Religious people -- and by this I mean people who are deeply committed to a religion and aspire to live in accordance with its scriptures -- usually fear science; they suspect that science contradicts some of their cherished beliefs, beliefs they are asked to accept on faith. And because many believe that the best defense is offense, the religious often attack science and scientists, and widen the gulf that separates these branches of contemporary culture. This is regrettable, for throughout history every enduring culture embraced the best of its dominant religion, together with the rational and empirical ideas that made up the science of its time. The current gulf is all the more regrettable as it's based on a fundamental misconception. Indeed, on two misconceptions: of the nature of religion, as well as of science.
The average religious person identifies the religion that he or she espouses with the doctrines of that religion. These are the sacred scriptures created by the founders and prophets of that religion. For the most part they are centuries old, and contain sayings, episodes, and injunctions that are said to come from a higher, superhuman authority.
If it is its doctrines that make up a religion, then there are reasons for the faithful to fear science, or at least a dominant (mis)conception of science (and the misguided souls who embrace that misconception). It's always possible that science will fail to recognize that the sayings, episodes, and injunctions that make up the literal content of the doctrines come from an undisputable superhuman authority. Scientists are not disposed to accept claims on faith; they are trained to ask for proof -- for empirical proof. If it's not available, then they might say that the sayings, episodes and injunctions are unproven, and could be mistaken. In that case the religious would have good reason to fear science (or at least those who believe that science would pass judgment on the literal meaning of religious scriptures); their deepest convictions would be in question.

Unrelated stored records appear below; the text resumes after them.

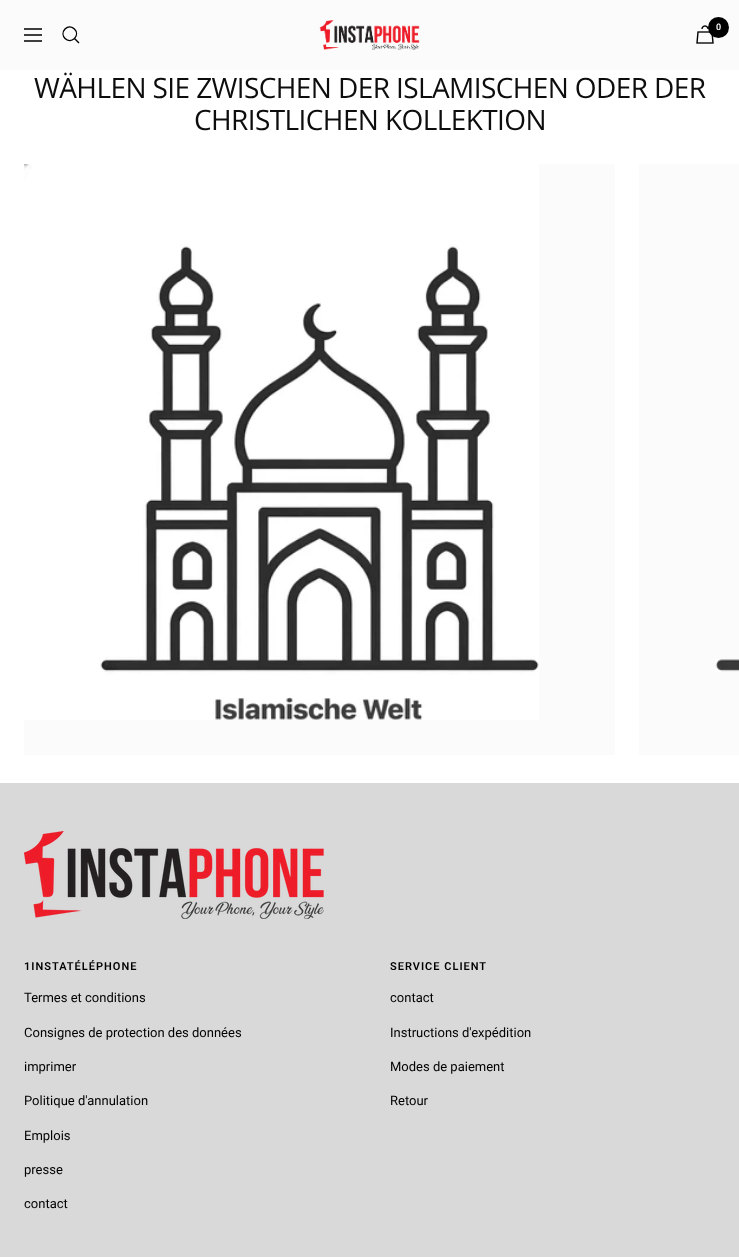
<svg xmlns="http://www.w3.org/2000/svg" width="739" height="1257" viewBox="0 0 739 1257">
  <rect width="100%" height="100%" fill="#fff"/>
  <path d="M0 0h739v70H0z" fill="#fbfbfb"/>
  <path d="M24 29H42M24 41H42ZM24 35H42ZM74.5 38.5C80.5 32 71.5 23 65 29C59 35.5 68 44.5 74.5 38.5ZM74.5 38.5L79 43" fill="none" stroke="#000" stroke-width="1.4"/>
  <image x="319" y="20" width="101" height="30" href="img/1.png"/>
  <image x="696" y="25" width="18" height="19" href="img/2.png"/>
  <circle cx="718.5" cy="27.5" r="10.5" fill="#000"/>
  <path d="M24 164h591v591H24z" fill="#fbfbfb"/>
  <image x="24" y="164" width="515" height="556" href="img/3.png"/>
  <path d="M639 164h100v591H639z" fill="#fbfbfb"/>
  <image x="715" y="659" width="24" height="13" href="img/4.png"/>
  <path d="M0 783h739v474H0z" fill="#d9d9d9"/>
  <image x="24" y="831" width="300" height="88" href="img/5.png"/>
  <text x="716" y="30" font-family="Roboto" font-size="9" font-weight="600" fill="#fbfbfb">0</text>
  <g font-family="Open Sans" font-size="28" letter-spacing="-0.6" fill="#0d0d0d">
    <text x="34" y="98">WÄHLEN SIE ZWISCHEN DER ISLAMISCHEN ODER DER</text>
    <text x="194" y="130">CHRISTLICHEN KOLLEKTION</text>
  </g>
  <text x="24" y="970" font-family="Roboto" font-size="11" font-weight="600" letter-spacing="1" fill="#000">1INSTATÉLÉPHONE</text>
  <g font-family="Roboto" font-size="13" fill="#000">
    <text x="24" y="1002">Termes et conditions</text>
    <text x="24" y="1037">Consignes de protection des données</text>
    <text x="24" y="1071">imprimer</text>
    <text x="24" y="1105">Politique d'annulation</text>
    <text x="24" y="1140">Emplois</text>
    <text x="24" y="1174">presse</text>
    <text x="24" y="1208">contact</text>
  </g>
  <text x="390" y="970" font-family="Roboto" font-size="11" font-weight="600" letter-spacing="1" fill="#000">SERVICE CLIENT</text>
  <g font-family="Roboto" font-size="13" fill="#000">
    <text x="390" y="1002">contact</text>
    <text x="390" y="1037">Instructions d'expédition</text>
    <text x="390" y="1071">Modes de paiement</text>
    <text x="390" y="1105">Retour</text>
  </g>
</svg>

But this fear is unfounded. It's based on a misconception of the true nature both of religion, and of science.
Religion doesn't simply consist of the doctrines that make up its sacred scriptures. There is far more to religion than that. And it's not the case that science would take religious doctrines at face value and pronounce their content either true or false. There is far more to science than that.
Both religion and science are sourced in human experience. True, they are sourced in a different kind of experience, and science can tell us that they are conveyed by a different hemisphere of the brain: religion is right-hemispheric, and science, left-hemispheric. Human experience encompasses both.

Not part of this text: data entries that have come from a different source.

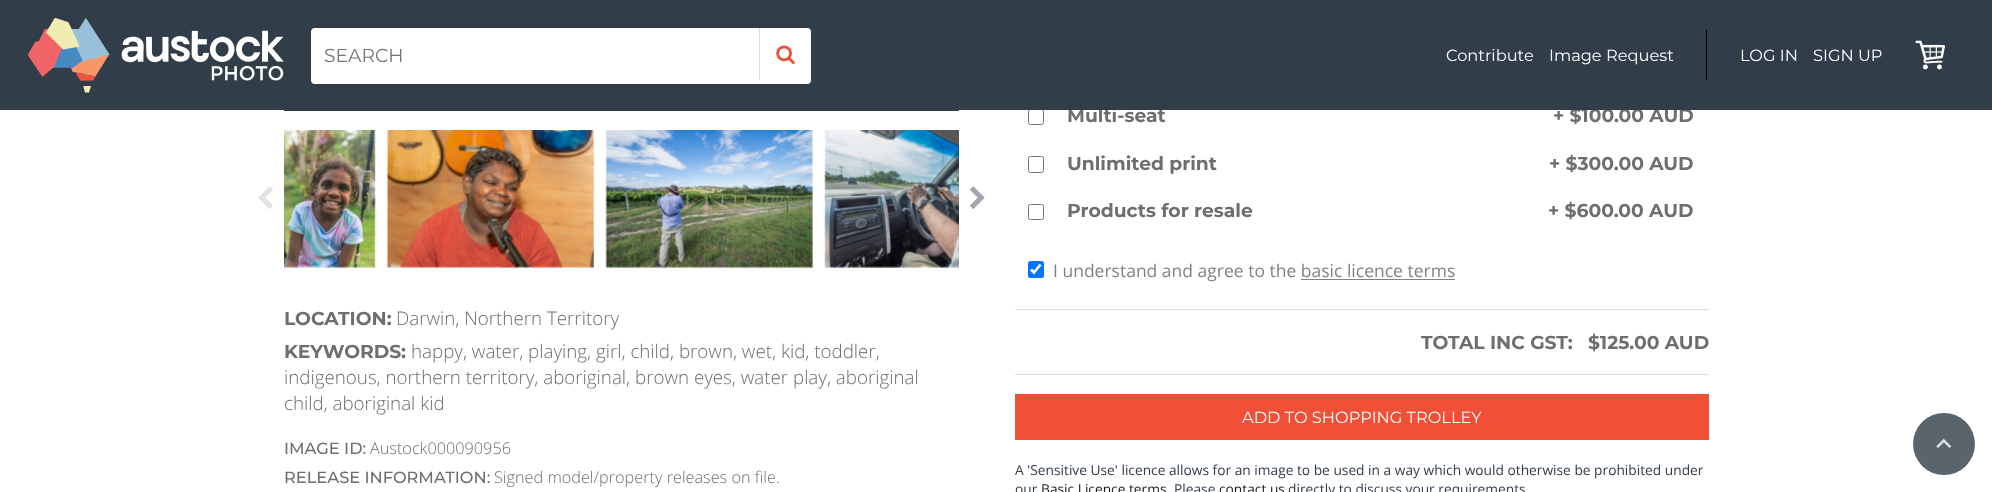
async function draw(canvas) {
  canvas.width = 1992;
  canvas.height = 492;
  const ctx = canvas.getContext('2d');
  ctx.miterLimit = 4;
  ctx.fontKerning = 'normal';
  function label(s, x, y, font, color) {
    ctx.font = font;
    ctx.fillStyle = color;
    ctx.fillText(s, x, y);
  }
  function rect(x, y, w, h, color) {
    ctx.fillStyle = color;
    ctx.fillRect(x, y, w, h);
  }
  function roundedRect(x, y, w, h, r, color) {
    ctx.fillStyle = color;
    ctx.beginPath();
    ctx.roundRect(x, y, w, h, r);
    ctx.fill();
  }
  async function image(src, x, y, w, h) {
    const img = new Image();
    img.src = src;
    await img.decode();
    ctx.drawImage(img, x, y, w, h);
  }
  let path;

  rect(0, 0, 1992, 492, '#fff');
  ctx.beginPath();
  ctx.roundRect(1028.5, 109.5, 15, 15, 2);
  ctx.strokeStyle = '#767676';
  ctx.stroke();
  label('Multi-seat', 1067, 122, 'bold 18.75px Montserrat', '#6d6e71');
  label('+ $100.00 AUD', 1553, 122, 'bold 18.75px Montserrat', '#6d6e71');
  rect(0, 0, 1992, 110, '#313d49');
  await image('assets/img1.png', 28, 18, 256, 75);
  roundedRect(311, 28, 500, 56, 4, '#fff');
  label('SEARCH', 324, 62, '18.75px Montserrat', '#757575');
  rect(759, 28, 1, 52, '#ddd');
  await image('assets/img2.png', 776, 45, 19, 20);
  label('Contribute', 1446, 61, '16.25px Montserrat', '#fff');
  label('Image Request', 1549, 61, '16.25px Montserrat', '#fff');
  rect(1706, 30, 1, 50, '#000');
  label('LOG IN', 1740, 61, '16.25px Montserrat', '#fff');
  label('SIGN UP', 1813, 61, '16.25px Montserrat', '#fff');
  await image('assets/img3.png', 1915, 40, 30, 30);
  rect(284, 110, 675, 1, '#313d49');
  await image('assets/img4.png', 258, 186, 15, 23);
  await image('assets/img5.png', 284, 130, 92, 138);
  await image('assets/img6.png', 386, 130, 208, 138);
  await image('assets/img7.png', 605, 130, 208, 138);
  await image('assets/img8.png', 824, 130, 135, 138);
  await image('assets/img9.png', 970, 186, 15, 23);
  label('LOCATION:', 284, 325, 'bold 18.75px Montserrat', '#6d6e71');
  label('Darwin, Northern Territory', 396, 325, '300 18.75px Open Sans', '#6d6e71');
  label('KEYWORDS:', 284, 358, 'bold 18.75px Montserrat', '#6d6e71');
  label('happy, water, playing, girl, child, brown, wet, kid, toddler,', 411, 358, '300 18.75px Open Sans', '#6d6e71');
  label('indigenous, northern territory, aboriginal, brown eyes, water play, aboriginal', 284, 384, '300 18.75px Open Sans', '#6d6e71');
  label('child, aboriginal kid', 284, 410, '300 18.75px Open Sans', '#6d6e71');
  label('IMAGE ID:', 284, 454, '500 16.25px Montserrat', '#6d6e71');
  label('Austock000090956', 370, 454, '300 16.25px Open Sans', '#6d6e71');
  label('RELEASE INFORMATION:', 284, 483, '500 16.25px Montserrat', '#6d6e71');
  label('Signed model/property releases on file.', 494, 483, '300 16.25px Open Sans', '#6d6e71');
  ctx.beginPath();
  ctx.roundRect(1028.5, 156.5, 15, 16, 2);
  ctx.stroke();
  label('Unlimited print', 1067, 170, 'bold 18.75px Montserrat', '#6d6e71');
  label('+ $300.00 AUD', 1549, 170, 'bold 18.75px Montserrat', '#6d6e71');
  ctx.beginPath();
  ctx.roundRect(1028.5, 204.5, 15, 15, 2);
  ctx.stroke();
  label('Products for resale', 1067, 217, 'bold 18.75px Montserrat', '#6d6e71');
  label('+ $600.00 AUD', 1548, 217, 'bold 18.75px Montserrat', '#6d6e71');
  roundedRect(1028, 261, 16, 17, 2.5, '#0075ff');
  path = new Path2D('M1031 269.5L1034 272.5L1040.5 264.5');
  ctx.strokeStyle = '#fff';
  ctx.lineWidth = 2.6;
  ctx.stroke(path);
  label('I understand and agree to the basic licence terms', 1053, 277, '17.5px Open Sans', '#808285');
  rect(1301, 279, 154, 1, '#808285');
  rect(1015, 309, 694, 1, '#ddd');
  rect(1015, 374, 694, 1, '#ddd');
  label('TOTAL INC GST:', 1421, 349, 'bold 18.75px Montserrat', '#6d6e71');
  label('$125.00 AUD', 1588, 349, 'bold 18.75px Montserrat', '#6d6e71');
  rect(1015, 394, 694, 46, '#f05038');
  label('ADD TO SHOPPING TROLLEY', 1242, 423, '16.25px Montserrat', '#fff');
  label('A \'Sensitive Use\' licence allows for an image to be used in a way which would otherwise be prohibited under', 1015, 475, '13.75px Open Sans', '#313d49');
  label('our', 1015, 494, '13.75px Open Sans', '#313d49');
  label('Basic Licence terms', 1041, 494, '13.75px Open Sans', '#1a1a1a');
  label('Please', 1174, 494, '13.75px Open Sans', '#313d49');
  label('contact us', 1219, 494, '13.75px Open Sans', '#1a1a1a');
  label('directly to discuss your requirements', 1288, 494, '13.75px Open Sans', '#313d49');
  ctx.fillStyle = '#5a646d';
  ctx.beginPath();
  ctx.arc(1944, 444, 31, 0, 2 * Math.PI);
  ctx.fill();
  await image('assets/img10.png', 1936, 438, 16, 10);
}

draw(document.querySelector('canvas'));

Religion is based on the right-hemispheric experience of its founders, saints, and prophets. These must have been deep and vivid experiences, for they had a remarkable power to affect the heart and the mind of those around them. The founders, and even more their disciples, sought to communicate the substance of these experiences. They did so in the language, and with the concepts of their time. Their followers made the mistake of taking the record of the experiences for the essence of the experiences. They mistook the letter of religion for its spirit.

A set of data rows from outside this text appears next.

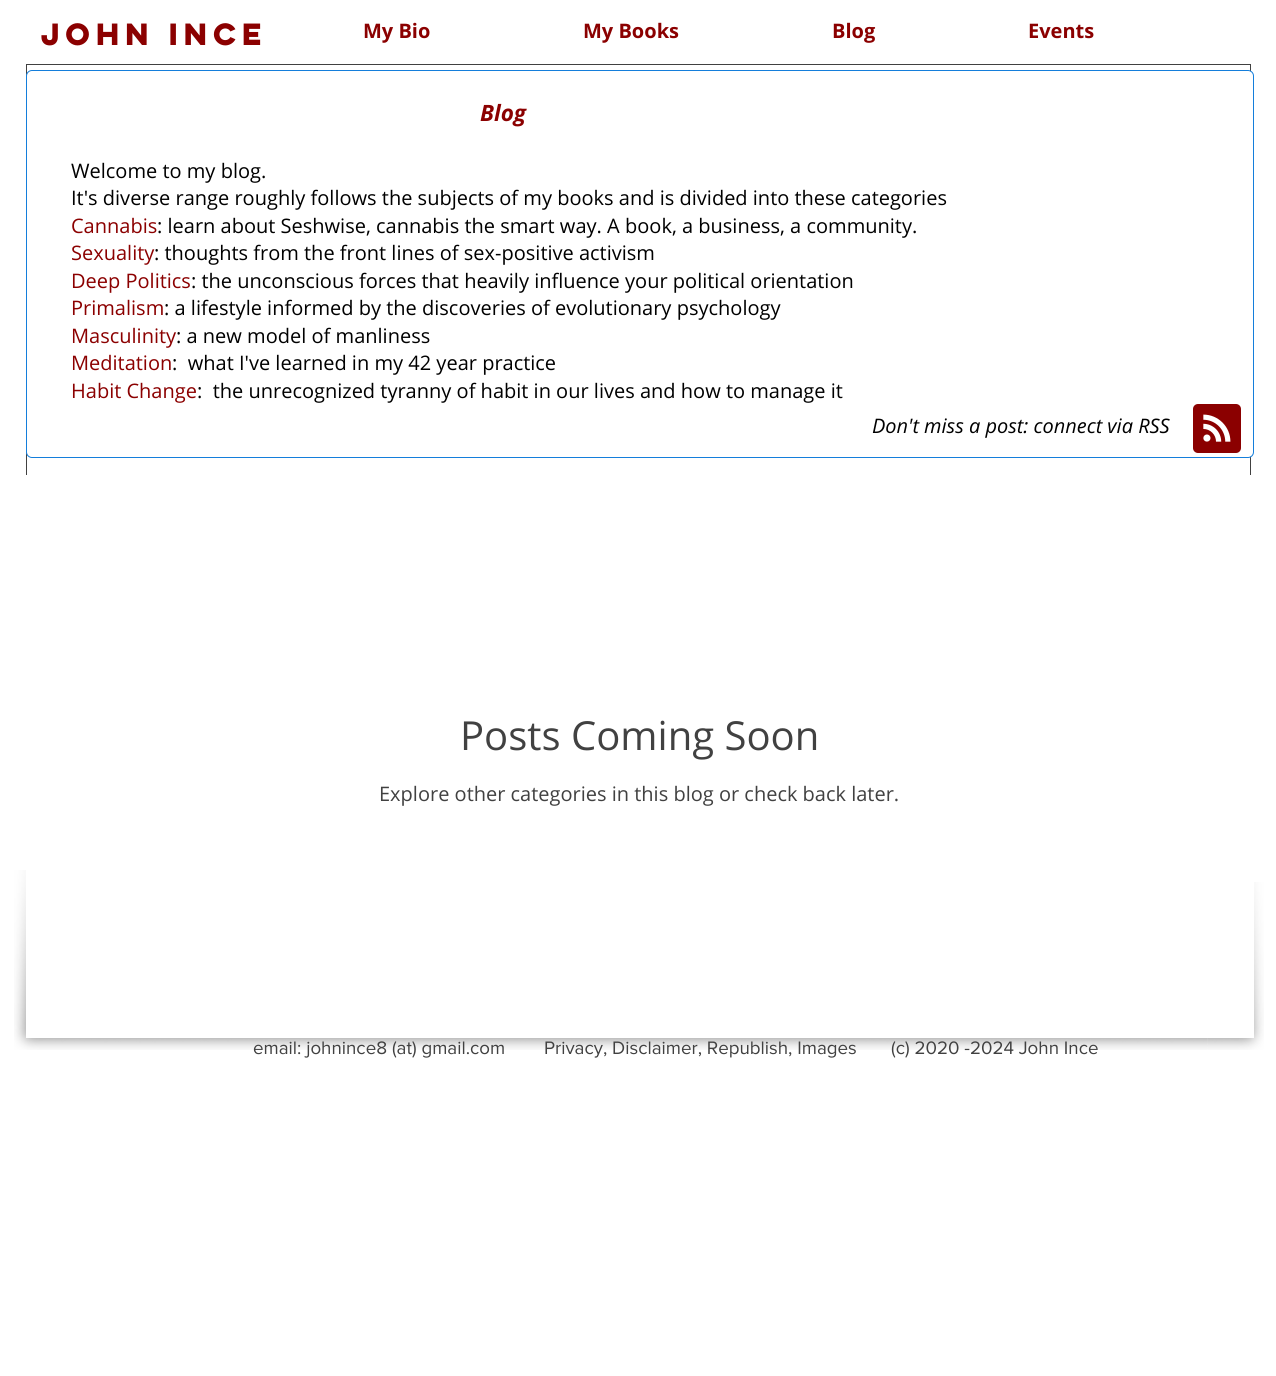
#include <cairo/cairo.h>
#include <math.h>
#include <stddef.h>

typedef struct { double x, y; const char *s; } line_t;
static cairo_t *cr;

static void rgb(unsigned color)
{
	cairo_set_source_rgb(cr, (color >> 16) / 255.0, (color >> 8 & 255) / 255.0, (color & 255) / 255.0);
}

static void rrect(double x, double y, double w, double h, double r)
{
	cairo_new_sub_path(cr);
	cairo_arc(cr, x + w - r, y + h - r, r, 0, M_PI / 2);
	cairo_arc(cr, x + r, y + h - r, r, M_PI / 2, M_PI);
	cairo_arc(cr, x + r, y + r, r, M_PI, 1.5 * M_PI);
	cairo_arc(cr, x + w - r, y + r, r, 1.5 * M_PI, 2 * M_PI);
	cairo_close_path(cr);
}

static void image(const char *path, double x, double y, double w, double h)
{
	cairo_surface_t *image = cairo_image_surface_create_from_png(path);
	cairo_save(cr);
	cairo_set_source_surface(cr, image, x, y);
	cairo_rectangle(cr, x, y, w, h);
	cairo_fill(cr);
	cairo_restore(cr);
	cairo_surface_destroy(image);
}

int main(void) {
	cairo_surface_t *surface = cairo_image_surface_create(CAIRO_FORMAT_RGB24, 1276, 1376);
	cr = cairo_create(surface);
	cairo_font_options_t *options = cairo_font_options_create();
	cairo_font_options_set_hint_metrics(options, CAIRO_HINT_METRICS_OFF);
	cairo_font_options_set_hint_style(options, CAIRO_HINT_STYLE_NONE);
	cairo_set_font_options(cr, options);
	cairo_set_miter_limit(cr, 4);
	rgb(0xffffff);
	cairo_paint(cr);
	image("img/1.png", 14, 870, 56, 180);
	image("img/2.png", 70, 1038, 1138, 12);
	image("img/3.png", 1207, 882, 57, 168);
	cairo_rectangle(cr, 26.5, 64.5, 1224, 973);
	rgb(0x414141);
	cairo_set_line_width(cr, 1);
	cairo_stroke(cr);
	rgb(0xffffff);
	rrect(26.5, 70.5, 1227, 387, 5.5);
	cairo_fill_preserve(cr);
	rgb(0x147edb);
	cairo_stroke(cr);
	image("img/4.png", 1193, 404, 48, 49);
	rgb(0xffffff);
	cairo_rectangle(cr, 26, 475, 1228, 563);
	cairo_fill(cr);
	cairo_select_font_face(cr, "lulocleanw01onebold", CAIRO_FONT_SLANT_NORMAL, CAIRO_FONT_WEIGHT_BOLD);
	cairo_set_font_size(cr, 27.5);
	rgb(0x8b0000);
	cairo_move_to(cr, 41, 45);
	cairo_show_text(cr, "John ince");
	cairo_select_font_face(cr, "Open Sans", CAIRO_FONT_SLANT_NORMAL, CAIRO_FONT_WEIGHT_BOLD);
	cairo_set_font_size(cr, 20);
	{
		static const line_t items[] = {
			{363, 38, "My Bio"},
			{583, 38, "My Books"},
			{832, 38, "Blog"},
			{1028, 38, "Events"},
		};
		for (size_t i = 0; i < sizeof items / sizeof *items; i++) {
			cairo_move_to(cr, items[i].x, items[i].y);
			cairo_show_text(cr, items[i].s);
		}
	}
	cairo_select_font_face(cr, "Open Sans", CAIRO_FONT_SLANT_ITALIC, CAIRO_FONT_WEIGHT_BOLD);
	cairo_set_font_size(cr, 22.5);
	cairo_move_to(cr, 480, 121);
	cairo_show_text(cr, "Blog");
	cairo_select_font_face(cr, "Open Sans", CAIRO_FONT_SLANT_NORMAL, CAIRO_FONT_WEIGHT_NORMAL);
	cairo_set_font_size(cr, 20);
	rgb(0x000000);
	cairo_move_to(cr, 71, 178);
	cairo_show_text(cr, "Welcome to my blog.");
	cairo_move_to(cr, 71, 205);
	cairo_show_text(cr, "It's diverse range roughly follows the subjects of my books and is divided into these categories");
	rgb(0x8b0000);
	cairo_move_to(cr, 71, 233);
	cairo_show_text(cr, "Cannabis");
	rgb(0x000000);
	cairo_move_to(cr, 157, 233);
	cairo_show_text(cr, ": learn about Seshwise, cannabis the smart way. A book, a business, a community.");
	rgb(0x8b0000);
	cairo_move_to(cr, 71, 260);
	cairo_show_text(cr, "Sexuality");
	rgb(0x000000);
	cairo_move_to(cr, 154, 260);
	cairo_show_text(cr, ": thoughts from the front lines of sex-positive activism");
	rgb(0x8b0000);
	cairo_move_to(cr, 71, 288);
	cairo_show_text(cr, "Deep Politics");
	rgb(0x000000);
	cairo_move_to(cr, 191, 288);
	cairo_show_text(cr, ": the unconscious forces that heavily influence your political orientation");
	rgb(0x8b0000);
	cairo_move_to(cr, 71, 315);
	cairo_show_text(cr, "Primalism");
	rgb(0x000000);
	cairo_move_to(cr, 164, 315);
	cairo_show_text(cr, ": a lifestyle informed by the discoveries of evolutionary psychology");
	rgb(0x8b0000);
	cairo_move_to(cr, 71, 343);
	cairo_show_text(cr, "Masculinity");
	rgb(0x000000);
	cairo_move_to(cr, 176, 343);
	cairo_show_text(cr, ": a new model of manliness");
	rgb(0x8b0000);
	cairo_move_to(cr, 71, 370);
	cairo_show_text(cr, "Meditation");
	rgb(0x000000);
	cairo_move_to(cr, 172, 370);
	cairo_show_text(cr, ":  what I've learned in my 42 year practice");
	rgb(0x8b0000);
	cairo_move_to(cr, 71, 398);
	cairo_show_text(cr, "Habit Change");
	rgb(0x000000);
	cairo_move_to(cr, 197, 398);
	cairo_show_text(cr, ":  the unrecognized tyranny of habit in our lives and how to manage it");
	cairo_select_font_face(cr, "Open Sans", CAIRO_FONT_SLANT_ITALIC, CAIRO_FONT_WEIGHT_NORMAL);
	cairo_move_to(cr, 872, 433);
	cairo_show_text(cr, "Don't miss a post: connect via RSS");
	cairo_select_font_face(cr, "Open Sans", CAIRO_FONT_SLANT_NORMAL, CAIRO_FONT_WEIGHT_NORMAL);
	cairo_set_font_size(cr, 40);
	rgb(0x414141);
	cairo_move_to(cr, 460, 750);
	cairo_show_text(cr, "Posts Coming Soon");
	cairo_set_font_size(cr, 20);
	cairo_move_to(cr, 379, 801);
	cairo_show_text(cr, "Explore other categories in this blog or check back later.");
	cairo_select_font_face(cr, "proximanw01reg", CAIRO_FONT_SLANT_NORMAL, CAIRO_FONT_WEIGHT_NORMAL);
	cairo_set_font_size(cr, 18.75);
	{
		static const line_t items[] = {
			{253, 1054, "email: johnince8 (at) gmail.com"},
			{544, 1054, "Privacy, Disclaimer, Republish, Images"},
			{891, 1054, "(c) 2020 -2024 John Ince"},
		};
		for (size_t i = 0; i < sizeof items / sizeof *items; i++) {
			cairo_move_to(cr, items[i].x, items[i].y);
			cairo_show_text(cr, items[i].s);
		}
	}
	cairo_surface_write_to_png(surface, "page.png");
	cairo_font_options_destroy(options);
	cairo_destroy(cr);
	cairo_surface_destroy(surface);
	return 0;
}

True scientists would not confound the record of a religious experience with the meaning of that experience. They would not judge a religion by the literal veracity of the sayings, episodes, and injunctions contained in its doctrines; they would ask about their roots in lived experience. And they would seek to understand that experience.
Analyzing the nature and meaning of religious experience is not a threat to the religious. On the contrary, it can prove to be a support. Because when the deep religious experience is analyzed with the methods of a science, a remarkable finding comes to light. The religious experience has aspects and elements that make it consistent with the world scientists discover on the basis of empirical experience.
Strange? Perhaps, but it is so. Psychiatrists such as Stanislav Grof find that in meditative, prayerful, or otherwise altered states of mind and consciousness, people have access to the kind of mystical or transcendent realities that make up the substance of all great religions. This doesn't mean that science can "verify" the metaphysical reality of these visions and entities. To establish their reality is not simply to see whether they correspond to the entities and processes that make up the content of valid scientific theories; it calls for careful reasoning and a further development of our understanding of the perceptual and cognitive powers of the brain, and of the consciousness associated with it. This development is already underway -- among other things, recent attempts to discover the quantum-receptivity of microtubules and other subneuronal arrays in the brain point to it. It appears that we can apprehend far more of the reality in which we are embedded than we had thought. In addition to its standard information-processing circuits, the brain has quantum-receptive capacities, picking up information that's instantaneous, multidimensional, and "nonlocal."
Work in this area is still in progress, but we can be reasonably certain already that there are aspects and planes of human experience that far transcend the limits of everyday experience. As Shakespeare remarked, there are more things in this world than you and I had ever conceived.
Entering on a plane that is deeper or higher than that of everyday experience is what the religious experience is all about. And trying to understand how we can connect with that plane is one of the most exciting tasks facing science today.
The sincere religious has nothing to fear from the genuine scientist. On the contrary, the religious and the scientist have much to learn from each other. Together they will achieve a better understanding of the deep reality that surrounds us and grounds our own existence. Isn't it time to begin to explore that reality together -- instead of fearing and fighting each other?